ABOUT THIS TASK: Look for the word "roads". Copy every line of the listing where it occurs.

RECORDS FOR THIS EXERCISE:
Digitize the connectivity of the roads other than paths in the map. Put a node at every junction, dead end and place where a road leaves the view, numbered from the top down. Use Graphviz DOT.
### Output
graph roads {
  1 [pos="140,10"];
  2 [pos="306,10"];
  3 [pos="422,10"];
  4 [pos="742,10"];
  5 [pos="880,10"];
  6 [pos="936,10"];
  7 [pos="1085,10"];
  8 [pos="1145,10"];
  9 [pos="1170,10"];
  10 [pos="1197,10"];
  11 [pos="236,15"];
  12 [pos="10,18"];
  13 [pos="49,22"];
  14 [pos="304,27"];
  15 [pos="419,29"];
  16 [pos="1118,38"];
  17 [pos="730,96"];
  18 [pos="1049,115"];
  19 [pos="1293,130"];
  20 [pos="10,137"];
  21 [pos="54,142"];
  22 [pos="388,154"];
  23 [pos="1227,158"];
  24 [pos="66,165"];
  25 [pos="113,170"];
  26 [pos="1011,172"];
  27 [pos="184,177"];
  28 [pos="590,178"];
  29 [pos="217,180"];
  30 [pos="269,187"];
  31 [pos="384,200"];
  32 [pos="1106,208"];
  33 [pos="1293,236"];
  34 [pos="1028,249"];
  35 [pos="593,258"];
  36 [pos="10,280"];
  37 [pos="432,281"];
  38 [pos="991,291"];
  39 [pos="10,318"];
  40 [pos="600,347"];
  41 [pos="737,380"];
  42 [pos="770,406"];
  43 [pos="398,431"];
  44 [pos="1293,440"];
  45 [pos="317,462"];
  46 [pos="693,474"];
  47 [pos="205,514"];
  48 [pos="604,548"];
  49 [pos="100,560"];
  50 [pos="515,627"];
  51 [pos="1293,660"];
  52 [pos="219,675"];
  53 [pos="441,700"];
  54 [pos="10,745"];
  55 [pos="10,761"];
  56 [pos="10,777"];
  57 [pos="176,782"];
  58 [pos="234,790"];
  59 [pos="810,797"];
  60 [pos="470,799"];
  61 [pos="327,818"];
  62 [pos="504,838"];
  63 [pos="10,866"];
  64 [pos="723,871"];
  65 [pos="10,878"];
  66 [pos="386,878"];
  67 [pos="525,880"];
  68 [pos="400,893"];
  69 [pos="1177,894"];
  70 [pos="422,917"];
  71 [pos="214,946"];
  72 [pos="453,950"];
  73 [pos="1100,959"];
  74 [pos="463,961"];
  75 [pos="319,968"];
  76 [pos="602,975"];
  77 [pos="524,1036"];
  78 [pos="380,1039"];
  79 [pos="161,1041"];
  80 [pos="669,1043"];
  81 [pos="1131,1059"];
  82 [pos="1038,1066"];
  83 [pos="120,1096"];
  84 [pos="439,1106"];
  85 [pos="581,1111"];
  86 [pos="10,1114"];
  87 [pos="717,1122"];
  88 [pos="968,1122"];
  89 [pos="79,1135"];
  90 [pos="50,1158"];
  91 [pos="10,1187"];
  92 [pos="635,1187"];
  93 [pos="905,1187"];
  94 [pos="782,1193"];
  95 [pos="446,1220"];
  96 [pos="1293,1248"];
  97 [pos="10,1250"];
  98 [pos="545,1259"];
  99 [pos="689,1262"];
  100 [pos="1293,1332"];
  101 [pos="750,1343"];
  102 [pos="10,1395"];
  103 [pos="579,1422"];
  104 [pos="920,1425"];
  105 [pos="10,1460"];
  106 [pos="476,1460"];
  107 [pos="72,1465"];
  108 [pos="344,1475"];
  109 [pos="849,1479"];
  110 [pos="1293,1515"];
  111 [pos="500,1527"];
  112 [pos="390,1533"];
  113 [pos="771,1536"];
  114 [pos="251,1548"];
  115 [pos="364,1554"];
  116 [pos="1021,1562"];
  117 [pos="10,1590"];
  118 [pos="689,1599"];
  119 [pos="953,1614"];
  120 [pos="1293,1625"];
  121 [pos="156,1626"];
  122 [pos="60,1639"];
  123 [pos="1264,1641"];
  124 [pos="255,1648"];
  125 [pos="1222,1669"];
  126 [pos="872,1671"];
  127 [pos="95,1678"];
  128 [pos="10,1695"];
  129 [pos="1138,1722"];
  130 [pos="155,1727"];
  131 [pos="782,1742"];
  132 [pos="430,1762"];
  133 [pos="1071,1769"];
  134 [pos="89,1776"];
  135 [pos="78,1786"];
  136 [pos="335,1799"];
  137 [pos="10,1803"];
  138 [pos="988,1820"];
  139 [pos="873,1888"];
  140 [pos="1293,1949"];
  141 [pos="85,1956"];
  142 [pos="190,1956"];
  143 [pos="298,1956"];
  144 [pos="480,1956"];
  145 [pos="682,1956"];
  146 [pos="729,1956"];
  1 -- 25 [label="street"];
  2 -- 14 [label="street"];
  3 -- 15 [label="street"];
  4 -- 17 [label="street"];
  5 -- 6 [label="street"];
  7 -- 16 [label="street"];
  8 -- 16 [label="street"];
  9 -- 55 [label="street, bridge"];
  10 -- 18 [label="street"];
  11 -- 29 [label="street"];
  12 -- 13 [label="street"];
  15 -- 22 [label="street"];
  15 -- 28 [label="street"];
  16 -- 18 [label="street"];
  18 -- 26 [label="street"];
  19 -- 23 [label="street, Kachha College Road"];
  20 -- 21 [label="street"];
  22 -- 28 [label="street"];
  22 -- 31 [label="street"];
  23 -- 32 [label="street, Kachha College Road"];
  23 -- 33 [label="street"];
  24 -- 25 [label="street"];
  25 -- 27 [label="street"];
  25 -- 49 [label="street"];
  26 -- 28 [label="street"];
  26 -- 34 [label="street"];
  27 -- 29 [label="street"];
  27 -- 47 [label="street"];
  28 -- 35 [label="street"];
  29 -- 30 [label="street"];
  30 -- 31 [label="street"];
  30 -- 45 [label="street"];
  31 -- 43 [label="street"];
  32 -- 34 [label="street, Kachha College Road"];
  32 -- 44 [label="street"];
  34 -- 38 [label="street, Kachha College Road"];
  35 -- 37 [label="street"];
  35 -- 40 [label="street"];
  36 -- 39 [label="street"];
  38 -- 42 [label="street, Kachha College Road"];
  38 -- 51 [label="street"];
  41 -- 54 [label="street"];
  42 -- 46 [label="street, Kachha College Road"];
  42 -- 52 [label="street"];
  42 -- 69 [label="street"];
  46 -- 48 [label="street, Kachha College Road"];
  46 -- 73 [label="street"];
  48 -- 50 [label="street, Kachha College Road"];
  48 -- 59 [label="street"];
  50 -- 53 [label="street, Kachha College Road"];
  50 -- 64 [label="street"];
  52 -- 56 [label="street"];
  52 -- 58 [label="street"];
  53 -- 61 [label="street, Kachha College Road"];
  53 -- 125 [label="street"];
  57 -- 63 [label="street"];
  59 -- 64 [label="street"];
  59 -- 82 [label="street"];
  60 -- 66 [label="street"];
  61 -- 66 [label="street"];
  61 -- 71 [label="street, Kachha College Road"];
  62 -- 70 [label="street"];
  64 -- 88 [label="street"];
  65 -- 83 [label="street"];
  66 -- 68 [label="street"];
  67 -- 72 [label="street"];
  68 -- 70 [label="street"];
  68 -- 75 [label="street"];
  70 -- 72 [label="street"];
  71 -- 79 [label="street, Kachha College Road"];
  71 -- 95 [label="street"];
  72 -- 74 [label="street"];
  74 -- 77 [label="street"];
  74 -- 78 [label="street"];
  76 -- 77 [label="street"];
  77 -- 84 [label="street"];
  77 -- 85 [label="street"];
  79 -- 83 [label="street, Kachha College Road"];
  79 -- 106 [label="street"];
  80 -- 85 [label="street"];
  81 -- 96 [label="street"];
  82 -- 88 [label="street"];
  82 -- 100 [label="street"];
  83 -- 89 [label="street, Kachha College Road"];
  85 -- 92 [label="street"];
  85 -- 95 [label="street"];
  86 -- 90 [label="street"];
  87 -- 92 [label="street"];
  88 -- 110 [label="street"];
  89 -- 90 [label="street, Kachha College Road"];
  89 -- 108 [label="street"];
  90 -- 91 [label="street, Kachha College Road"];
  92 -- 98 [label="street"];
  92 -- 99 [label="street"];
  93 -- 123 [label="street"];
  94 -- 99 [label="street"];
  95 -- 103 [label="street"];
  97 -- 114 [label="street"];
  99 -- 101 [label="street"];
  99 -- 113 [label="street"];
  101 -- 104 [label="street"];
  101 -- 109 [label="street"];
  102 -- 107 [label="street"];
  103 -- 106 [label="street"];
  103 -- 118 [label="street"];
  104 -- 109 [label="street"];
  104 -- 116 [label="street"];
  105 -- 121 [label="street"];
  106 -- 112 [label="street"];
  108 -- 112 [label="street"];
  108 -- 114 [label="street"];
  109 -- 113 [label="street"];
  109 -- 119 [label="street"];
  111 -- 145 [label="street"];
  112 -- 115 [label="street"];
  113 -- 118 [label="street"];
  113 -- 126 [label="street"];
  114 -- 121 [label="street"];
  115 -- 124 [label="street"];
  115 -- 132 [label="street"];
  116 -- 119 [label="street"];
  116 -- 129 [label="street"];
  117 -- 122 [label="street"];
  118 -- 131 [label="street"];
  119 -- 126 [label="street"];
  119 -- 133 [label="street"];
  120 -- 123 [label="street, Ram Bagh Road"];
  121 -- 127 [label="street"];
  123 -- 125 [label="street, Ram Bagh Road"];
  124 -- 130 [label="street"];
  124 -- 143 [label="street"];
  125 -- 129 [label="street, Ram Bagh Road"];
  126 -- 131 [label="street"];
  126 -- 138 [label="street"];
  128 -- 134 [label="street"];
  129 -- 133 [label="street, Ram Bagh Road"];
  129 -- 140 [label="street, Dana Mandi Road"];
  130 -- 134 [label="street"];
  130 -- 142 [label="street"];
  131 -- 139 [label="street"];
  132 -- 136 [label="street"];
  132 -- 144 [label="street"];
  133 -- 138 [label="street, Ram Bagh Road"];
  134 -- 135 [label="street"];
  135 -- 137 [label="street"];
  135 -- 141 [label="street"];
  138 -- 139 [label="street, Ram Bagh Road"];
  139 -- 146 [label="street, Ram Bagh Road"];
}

SOLUTION TO THE EXERCISE:
Digitize the connectivity of the roads other than paths in the map. Put a node at every junction, dead end and place where a road leaves the view, numbered from the top down. Use Graphviz DOT.
graph roads {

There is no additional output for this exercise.